PyTorch feels intimidating until you build something tangible. The content/ipynb/C1_M1_Lab_1_simple_nn.ipynb notebook walks through a courier scenario—can a rider finish a 7-mile order before the 30-minute promise? This post distills that worksheet into a reference you can revisit whenever you need a quick reset on tensors, modules, and the ML pipeline.

Why Start With One Neuron?

The lab follows a slimmed-down Machine Learning Pipeline:

  1. Prepare the data you already trust.
  2. Build the right-sized network (a single linear neuron).
  3. Train it with an optimizer + loss pair you understand.
  4. Predict and sanity-check against reality.

Working inside this scaffold keeps the focus on PyTorch primitives rather than tooling quirks.

Stage 1 & 2: Data Ingestion + Preparation

You only need two tensors: delivery distances (miles) and total times (minutes). Keeping them as 32-bit floats matches CUDA defaults later, and adding a column dimension lines up with nn.Linear expectations.

import torch

distances = torch.tensor([[1.0], [3.0], [5.0], [7.0]], dtype=torch.float32)
times = torch.tensor([[15.0], [27.0], [39.0], [45.0]], dtype=torch.float32)

Even in a toy lab, it helps to remind yourself what each tensor represents and the measurement units. That discipline pays off once the dataset is streaming from a feature store instead of a notebook cell.

Stage 3: Model Building

A single neuron with one input and one output implements the familiar line time = w * distance + b. PyTorch makes that explicit with a Linear layer wrapped in nn.Sequential (handy when you later stack more layers).

import torch.nn as nn

model = nn.Sequential(
    nn.Linear(1, 1)  # one distance in, one predicted time out
)

nn.Linear registers both the weight and bias parameters, so you can inspect or log them during training.

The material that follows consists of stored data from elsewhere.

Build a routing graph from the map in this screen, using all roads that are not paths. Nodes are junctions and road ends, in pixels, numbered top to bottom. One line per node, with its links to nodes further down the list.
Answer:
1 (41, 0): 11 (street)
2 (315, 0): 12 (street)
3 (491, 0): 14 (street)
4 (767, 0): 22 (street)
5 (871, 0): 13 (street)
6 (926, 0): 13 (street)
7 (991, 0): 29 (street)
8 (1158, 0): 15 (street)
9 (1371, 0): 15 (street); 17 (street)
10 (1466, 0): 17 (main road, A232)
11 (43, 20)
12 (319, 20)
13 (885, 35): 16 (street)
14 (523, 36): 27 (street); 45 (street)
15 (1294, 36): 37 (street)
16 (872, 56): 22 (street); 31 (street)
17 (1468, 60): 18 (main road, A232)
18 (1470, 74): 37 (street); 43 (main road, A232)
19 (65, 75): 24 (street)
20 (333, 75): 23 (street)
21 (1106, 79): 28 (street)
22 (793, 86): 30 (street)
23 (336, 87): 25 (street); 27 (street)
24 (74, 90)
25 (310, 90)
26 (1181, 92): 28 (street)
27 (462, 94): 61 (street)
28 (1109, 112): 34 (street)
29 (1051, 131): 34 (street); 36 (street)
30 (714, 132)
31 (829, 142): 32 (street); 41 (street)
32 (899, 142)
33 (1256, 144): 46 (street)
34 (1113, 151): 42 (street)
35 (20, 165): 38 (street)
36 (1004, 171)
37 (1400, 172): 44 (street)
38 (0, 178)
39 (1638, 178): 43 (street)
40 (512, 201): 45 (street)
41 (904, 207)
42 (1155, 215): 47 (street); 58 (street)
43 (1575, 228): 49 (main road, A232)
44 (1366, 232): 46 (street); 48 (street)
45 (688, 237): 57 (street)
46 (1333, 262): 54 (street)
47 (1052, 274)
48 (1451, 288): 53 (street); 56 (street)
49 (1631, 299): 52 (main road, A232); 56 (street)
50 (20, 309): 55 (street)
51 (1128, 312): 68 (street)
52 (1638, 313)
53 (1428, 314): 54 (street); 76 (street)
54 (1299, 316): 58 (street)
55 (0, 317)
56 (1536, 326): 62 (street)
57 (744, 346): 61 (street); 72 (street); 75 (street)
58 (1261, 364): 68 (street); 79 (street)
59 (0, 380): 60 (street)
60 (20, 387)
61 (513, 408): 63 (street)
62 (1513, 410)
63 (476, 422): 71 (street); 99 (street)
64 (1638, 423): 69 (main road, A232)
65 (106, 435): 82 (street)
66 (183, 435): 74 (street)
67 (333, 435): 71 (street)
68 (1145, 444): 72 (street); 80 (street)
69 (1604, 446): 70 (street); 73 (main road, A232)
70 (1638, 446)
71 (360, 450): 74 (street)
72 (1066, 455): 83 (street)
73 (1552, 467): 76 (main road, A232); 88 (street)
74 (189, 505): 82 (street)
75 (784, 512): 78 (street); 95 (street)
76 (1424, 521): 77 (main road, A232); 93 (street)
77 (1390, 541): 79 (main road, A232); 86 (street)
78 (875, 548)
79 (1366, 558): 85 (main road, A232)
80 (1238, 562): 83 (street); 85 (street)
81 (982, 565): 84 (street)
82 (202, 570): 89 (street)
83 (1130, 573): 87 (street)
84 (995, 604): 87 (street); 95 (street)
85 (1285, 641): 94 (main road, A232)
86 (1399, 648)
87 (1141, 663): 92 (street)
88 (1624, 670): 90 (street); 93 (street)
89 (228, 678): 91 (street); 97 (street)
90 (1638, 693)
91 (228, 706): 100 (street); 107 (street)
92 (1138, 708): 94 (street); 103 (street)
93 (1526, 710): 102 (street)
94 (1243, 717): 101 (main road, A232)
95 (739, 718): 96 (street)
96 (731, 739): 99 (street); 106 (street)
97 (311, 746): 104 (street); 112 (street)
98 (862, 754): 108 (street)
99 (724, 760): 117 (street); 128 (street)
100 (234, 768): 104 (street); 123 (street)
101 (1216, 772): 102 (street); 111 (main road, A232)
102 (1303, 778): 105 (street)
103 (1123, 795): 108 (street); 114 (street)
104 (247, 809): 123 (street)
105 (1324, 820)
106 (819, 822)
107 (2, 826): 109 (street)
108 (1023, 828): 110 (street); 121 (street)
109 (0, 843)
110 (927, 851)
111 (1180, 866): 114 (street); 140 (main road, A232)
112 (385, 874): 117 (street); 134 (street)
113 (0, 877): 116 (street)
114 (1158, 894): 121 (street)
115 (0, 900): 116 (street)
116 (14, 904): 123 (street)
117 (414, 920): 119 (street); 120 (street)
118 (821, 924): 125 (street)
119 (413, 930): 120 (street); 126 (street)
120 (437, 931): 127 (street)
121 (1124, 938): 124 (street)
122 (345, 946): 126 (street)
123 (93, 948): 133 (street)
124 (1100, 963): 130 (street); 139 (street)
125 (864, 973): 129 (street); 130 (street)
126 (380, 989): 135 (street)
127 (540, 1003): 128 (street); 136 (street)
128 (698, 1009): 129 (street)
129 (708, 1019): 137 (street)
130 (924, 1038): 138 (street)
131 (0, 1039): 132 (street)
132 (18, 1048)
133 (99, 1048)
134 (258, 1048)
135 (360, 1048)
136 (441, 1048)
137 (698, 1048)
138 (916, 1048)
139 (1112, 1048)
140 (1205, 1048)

Stage 4: Training Loop Essentials

Loss + optimizer define how learning progresses. The notebook sticks with Mean Squared Error plus vanilla Stochastic Gradient Descent—perfect for reasoning about what each line does.

import torch.optim as optim

loss_fn = nn.MSELoss()
optimizer = optim.SGD(model.parameters(), lr=0.01)

for epoch in range(500):
    optimizer.zero_grad()
    preds = model(distances)
    loss = loss_fn(preds, times)
    loss.backward()
    optimizer.step()

A few habits to copy from the lab:

  • zero_grad() before every backward pass to avoid gradient accumulation.
  • Keep the loop small enough to print intermediate losses; 500 epochs on four samples finishes instantly.
  • Track both the loss and the learned weight/bias so you can compare against intuition (roughly six minutes per mile in the courier data).

Predict, Interpret, Repeat

Once the neuron settles, plug in the 7-mile request:

with torch.no_grad():
    eta_minutes = model(torch.tensor([[7.0]])).item()

In the curated bike-only dataset, the model predicts just under 42 minutes—late for the service-level promise. When the notebook swaps in a mixed bike + car dataset, the linear neuron struggles, showing why capacity matters. Treat that failure as a signal to evolve the architecture, not as a reason to abandon PyTorch.

Where to Go Next

  • Add polynomial or ReLU-activated hidden layers to capture the curved relationship in the second dataset.
  • Wrap the tensors with DataLoader once you have more than a handful of points.
  • Keep the ML pipeline checklist handy: every new dataset still flows through ingestion, preparation, modeling, training, and validation.

Bookmark this Torch 101 primer whenever you need to re-ground yourself before reaching for fancier architectures.